Work to complete: Locate each line in the records containing "dead". Copy it.

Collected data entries
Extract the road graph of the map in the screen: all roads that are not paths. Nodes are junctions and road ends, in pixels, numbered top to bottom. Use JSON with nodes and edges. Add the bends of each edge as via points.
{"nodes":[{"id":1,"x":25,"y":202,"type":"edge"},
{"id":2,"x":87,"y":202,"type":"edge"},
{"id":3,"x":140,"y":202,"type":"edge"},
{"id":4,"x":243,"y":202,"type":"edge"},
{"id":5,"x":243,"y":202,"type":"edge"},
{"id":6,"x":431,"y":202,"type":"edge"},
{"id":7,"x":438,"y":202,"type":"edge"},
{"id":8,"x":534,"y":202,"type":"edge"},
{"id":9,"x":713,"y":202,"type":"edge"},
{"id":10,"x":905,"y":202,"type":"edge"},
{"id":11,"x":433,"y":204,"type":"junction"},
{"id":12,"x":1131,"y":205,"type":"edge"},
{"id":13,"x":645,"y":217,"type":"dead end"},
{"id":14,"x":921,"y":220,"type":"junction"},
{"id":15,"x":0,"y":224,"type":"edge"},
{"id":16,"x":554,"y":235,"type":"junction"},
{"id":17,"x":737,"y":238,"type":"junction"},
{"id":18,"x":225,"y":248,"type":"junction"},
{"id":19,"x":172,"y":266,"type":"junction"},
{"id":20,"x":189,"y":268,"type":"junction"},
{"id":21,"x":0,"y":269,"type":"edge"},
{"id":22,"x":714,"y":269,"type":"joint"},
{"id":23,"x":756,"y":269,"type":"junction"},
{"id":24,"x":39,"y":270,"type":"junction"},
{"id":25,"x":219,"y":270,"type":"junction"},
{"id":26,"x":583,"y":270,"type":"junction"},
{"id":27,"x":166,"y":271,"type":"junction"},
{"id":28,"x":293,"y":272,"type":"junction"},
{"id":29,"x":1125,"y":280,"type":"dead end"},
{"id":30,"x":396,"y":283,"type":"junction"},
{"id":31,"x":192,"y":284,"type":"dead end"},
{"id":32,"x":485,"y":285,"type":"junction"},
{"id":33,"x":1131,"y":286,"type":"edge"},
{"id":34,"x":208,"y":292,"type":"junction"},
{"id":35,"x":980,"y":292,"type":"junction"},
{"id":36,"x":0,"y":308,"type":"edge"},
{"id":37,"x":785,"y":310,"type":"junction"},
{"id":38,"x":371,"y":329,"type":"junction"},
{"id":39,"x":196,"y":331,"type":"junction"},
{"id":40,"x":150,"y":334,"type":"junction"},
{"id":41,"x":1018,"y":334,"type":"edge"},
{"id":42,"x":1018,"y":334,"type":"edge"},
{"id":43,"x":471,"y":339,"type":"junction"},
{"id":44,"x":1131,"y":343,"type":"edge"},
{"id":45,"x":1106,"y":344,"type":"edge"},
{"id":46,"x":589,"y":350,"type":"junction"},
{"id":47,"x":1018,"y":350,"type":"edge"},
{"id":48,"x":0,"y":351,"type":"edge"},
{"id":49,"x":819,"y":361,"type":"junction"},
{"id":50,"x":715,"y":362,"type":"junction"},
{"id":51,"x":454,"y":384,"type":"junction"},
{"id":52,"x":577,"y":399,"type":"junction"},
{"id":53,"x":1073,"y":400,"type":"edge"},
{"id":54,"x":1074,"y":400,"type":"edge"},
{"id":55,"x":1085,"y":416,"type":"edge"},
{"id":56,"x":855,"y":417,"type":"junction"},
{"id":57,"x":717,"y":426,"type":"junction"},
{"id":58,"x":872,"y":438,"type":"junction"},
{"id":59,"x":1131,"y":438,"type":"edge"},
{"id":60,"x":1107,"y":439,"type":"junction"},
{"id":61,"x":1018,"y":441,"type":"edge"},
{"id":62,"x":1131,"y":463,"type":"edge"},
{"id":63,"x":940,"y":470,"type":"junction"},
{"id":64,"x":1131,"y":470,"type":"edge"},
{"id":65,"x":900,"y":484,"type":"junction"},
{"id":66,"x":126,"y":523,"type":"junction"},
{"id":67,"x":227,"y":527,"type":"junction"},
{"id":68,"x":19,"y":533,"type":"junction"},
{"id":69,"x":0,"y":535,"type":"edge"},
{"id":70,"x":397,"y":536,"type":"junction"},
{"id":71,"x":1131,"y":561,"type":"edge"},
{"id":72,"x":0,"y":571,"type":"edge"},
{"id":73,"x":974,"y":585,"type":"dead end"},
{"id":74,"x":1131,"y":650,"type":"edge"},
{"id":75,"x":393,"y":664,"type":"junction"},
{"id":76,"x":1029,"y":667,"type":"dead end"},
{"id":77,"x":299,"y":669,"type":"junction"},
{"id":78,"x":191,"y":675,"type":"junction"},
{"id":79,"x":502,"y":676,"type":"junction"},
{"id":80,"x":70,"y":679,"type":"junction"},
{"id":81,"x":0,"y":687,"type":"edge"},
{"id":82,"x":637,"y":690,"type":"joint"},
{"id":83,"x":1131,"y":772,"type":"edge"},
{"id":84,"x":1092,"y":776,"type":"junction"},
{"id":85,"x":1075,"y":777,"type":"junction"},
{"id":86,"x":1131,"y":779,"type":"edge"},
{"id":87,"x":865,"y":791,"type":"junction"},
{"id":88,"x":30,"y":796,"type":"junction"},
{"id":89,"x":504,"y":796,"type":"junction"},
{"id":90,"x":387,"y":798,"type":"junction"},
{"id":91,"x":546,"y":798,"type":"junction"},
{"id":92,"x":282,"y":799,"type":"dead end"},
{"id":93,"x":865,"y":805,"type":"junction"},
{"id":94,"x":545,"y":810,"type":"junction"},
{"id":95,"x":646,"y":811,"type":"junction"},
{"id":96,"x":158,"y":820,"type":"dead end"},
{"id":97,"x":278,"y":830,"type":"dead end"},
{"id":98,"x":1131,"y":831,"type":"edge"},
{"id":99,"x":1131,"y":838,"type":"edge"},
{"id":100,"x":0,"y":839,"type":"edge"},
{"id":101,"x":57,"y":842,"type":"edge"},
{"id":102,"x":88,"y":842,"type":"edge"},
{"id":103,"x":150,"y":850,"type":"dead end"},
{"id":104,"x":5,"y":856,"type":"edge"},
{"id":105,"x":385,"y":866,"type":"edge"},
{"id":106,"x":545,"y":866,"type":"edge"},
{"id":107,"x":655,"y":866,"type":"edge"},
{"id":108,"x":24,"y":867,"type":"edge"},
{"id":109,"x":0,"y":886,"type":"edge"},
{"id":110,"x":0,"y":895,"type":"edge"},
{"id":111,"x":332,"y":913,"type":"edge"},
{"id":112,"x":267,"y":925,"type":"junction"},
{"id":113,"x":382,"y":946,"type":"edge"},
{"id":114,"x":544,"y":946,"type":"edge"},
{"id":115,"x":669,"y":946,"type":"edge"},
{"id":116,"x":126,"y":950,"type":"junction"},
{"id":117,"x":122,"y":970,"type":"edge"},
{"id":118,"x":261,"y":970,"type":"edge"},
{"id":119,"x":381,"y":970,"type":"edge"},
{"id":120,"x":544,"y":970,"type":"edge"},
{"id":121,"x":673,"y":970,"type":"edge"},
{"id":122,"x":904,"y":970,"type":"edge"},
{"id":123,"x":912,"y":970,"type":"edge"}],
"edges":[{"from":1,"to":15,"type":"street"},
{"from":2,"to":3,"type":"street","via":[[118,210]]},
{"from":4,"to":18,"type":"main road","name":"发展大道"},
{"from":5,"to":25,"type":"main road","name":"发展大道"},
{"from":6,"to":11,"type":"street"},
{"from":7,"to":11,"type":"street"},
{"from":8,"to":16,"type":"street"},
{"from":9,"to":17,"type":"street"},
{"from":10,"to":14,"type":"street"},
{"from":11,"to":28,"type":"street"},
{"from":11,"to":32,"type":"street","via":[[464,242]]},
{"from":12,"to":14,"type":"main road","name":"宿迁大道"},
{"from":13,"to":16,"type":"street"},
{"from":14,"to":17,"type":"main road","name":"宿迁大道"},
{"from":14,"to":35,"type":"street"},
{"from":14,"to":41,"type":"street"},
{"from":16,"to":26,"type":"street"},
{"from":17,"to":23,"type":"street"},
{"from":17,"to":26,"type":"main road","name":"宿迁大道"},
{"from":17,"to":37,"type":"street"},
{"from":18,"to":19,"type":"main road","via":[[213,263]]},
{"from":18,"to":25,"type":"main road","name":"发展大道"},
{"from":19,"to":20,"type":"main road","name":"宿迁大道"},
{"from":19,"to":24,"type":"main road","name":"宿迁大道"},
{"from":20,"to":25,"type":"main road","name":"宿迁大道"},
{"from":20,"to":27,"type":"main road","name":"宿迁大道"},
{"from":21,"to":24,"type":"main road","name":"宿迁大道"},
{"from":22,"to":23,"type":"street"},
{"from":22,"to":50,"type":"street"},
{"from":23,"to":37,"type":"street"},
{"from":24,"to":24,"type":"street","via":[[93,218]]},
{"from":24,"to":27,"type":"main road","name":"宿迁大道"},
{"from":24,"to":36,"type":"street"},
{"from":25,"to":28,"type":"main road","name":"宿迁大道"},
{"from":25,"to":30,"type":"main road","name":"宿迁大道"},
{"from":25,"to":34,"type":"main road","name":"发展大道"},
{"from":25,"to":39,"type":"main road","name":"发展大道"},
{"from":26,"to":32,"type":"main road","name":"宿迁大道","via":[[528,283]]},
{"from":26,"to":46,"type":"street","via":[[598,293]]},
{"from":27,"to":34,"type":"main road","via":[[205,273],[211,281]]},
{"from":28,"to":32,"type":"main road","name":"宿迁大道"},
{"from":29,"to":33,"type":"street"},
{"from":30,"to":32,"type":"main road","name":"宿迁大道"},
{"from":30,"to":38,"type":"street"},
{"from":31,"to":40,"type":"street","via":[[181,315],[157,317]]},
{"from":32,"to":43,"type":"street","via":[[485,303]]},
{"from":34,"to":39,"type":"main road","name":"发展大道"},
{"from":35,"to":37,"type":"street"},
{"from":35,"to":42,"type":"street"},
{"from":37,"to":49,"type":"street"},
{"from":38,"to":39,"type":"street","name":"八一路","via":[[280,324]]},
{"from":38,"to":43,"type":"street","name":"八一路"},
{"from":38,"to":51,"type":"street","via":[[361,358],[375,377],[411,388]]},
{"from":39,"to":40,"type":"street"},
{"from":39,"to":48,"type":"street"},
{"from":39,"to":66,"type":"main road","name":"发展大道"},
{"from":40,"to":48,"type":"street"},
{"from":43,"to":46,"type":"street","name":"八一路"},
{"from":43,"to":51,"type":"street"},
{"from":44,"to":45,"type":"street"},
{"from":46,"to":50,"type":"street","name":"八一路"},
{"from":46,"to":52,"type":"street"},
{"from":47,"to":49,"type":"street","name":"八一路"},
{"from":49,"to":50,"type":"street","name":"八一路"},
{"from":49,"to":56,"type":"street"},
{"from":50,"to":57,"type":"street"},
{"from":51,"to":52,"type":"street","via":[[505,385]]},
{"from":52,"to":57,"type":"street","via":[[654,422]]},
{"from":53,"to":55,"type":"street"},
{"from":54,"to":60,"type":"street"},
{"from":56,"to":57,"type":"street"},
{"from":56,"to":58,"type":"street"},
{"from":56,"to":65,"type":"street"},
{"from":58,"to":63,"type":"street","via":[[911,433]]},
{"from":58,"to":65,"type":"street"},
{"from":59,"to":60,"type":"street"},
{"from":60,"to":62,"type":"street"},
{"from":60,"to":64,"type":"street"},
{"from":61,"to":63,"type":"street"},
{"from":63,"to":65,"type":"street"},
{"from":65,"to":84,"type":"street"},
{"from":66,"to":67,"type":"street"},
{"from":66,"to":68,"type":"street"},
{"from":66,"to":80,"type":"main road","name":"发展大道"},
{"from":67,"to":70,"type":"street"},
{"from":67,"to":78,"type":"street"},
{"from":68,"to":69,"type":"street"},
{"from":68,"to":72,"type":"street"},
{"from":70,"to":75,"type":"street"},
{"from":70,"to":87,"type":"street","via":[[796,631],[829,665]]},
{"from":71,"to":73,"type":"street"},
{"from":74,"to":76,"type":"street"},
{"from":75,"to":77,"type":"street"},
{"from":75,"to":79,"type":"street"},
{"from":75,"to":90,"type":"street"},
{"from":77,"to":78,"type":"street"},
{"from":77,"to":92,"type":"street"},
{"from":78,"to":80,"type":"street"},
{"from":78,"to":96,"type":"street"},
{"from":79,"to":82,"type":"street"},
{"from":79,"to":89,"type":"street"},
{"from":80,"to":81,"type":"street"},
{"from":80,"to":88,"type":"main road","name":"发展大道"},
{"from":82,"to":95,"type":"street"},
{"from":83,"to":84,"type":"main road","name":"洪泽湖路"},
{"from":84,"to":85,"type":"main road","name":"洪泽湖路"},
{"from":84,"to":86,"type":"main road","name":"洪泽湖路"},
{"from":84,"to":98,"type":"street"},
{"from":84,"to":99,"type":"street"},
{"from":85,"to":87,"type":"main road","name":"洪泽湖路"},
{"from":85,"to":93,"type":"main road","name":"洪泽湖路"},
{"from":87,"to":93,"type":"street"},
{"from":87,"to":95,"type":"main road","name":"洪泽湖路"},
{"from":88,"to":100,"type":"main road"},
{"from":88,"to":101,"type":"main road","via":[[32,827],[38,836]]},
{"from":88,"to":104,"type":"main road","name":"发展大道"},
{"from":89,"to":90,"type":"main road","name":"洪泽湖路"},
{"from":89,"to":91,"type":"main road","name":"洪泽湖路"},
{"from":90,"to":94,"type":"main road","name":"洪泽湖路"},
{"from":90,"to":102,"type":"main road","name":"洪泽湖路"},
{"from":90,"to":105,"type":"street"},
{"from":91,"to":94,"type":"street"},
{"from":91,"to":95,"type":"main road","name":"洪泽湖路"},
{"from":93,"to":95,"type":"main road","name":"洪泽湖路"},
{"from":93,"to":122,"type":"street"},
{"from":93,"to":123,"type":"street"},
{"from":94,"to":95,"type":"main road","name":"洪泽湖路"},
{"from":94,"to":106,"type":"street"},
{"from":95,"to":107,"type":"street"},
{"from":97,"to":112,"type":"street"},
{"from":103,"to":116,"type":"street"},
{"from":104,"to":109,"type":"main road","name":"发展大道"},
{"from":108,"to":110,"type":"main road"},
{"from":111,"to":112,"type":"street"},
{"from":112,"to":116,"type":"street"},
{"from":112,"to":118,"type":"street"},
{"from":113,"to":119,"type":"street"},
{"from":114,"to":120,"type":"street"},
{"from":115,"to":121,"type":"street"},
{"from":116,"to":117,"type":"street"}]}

Exercise solution:
{"id":13,"x":645,"y":217,"type":"dead end"},
{"id":29,"x":1125,"y":280,"type":"dead end"},
{"id":31,"x":192,"y":284,"type":"dead end"},
{"id":73,"x":974,"y":585,"type":"dead end"},
{"id":76,"x":1029,"y":667,"type":"dead end"},
{"id":92,"x":282,"y":799,"type":"dead end"},
{"id":96,"x":158,"y":820,"type":"dead end"},
{"id":97,"x":278,"y":830,"type":"dead end"},
{"id":103,"x":150,"y":850,"type":"dead end"},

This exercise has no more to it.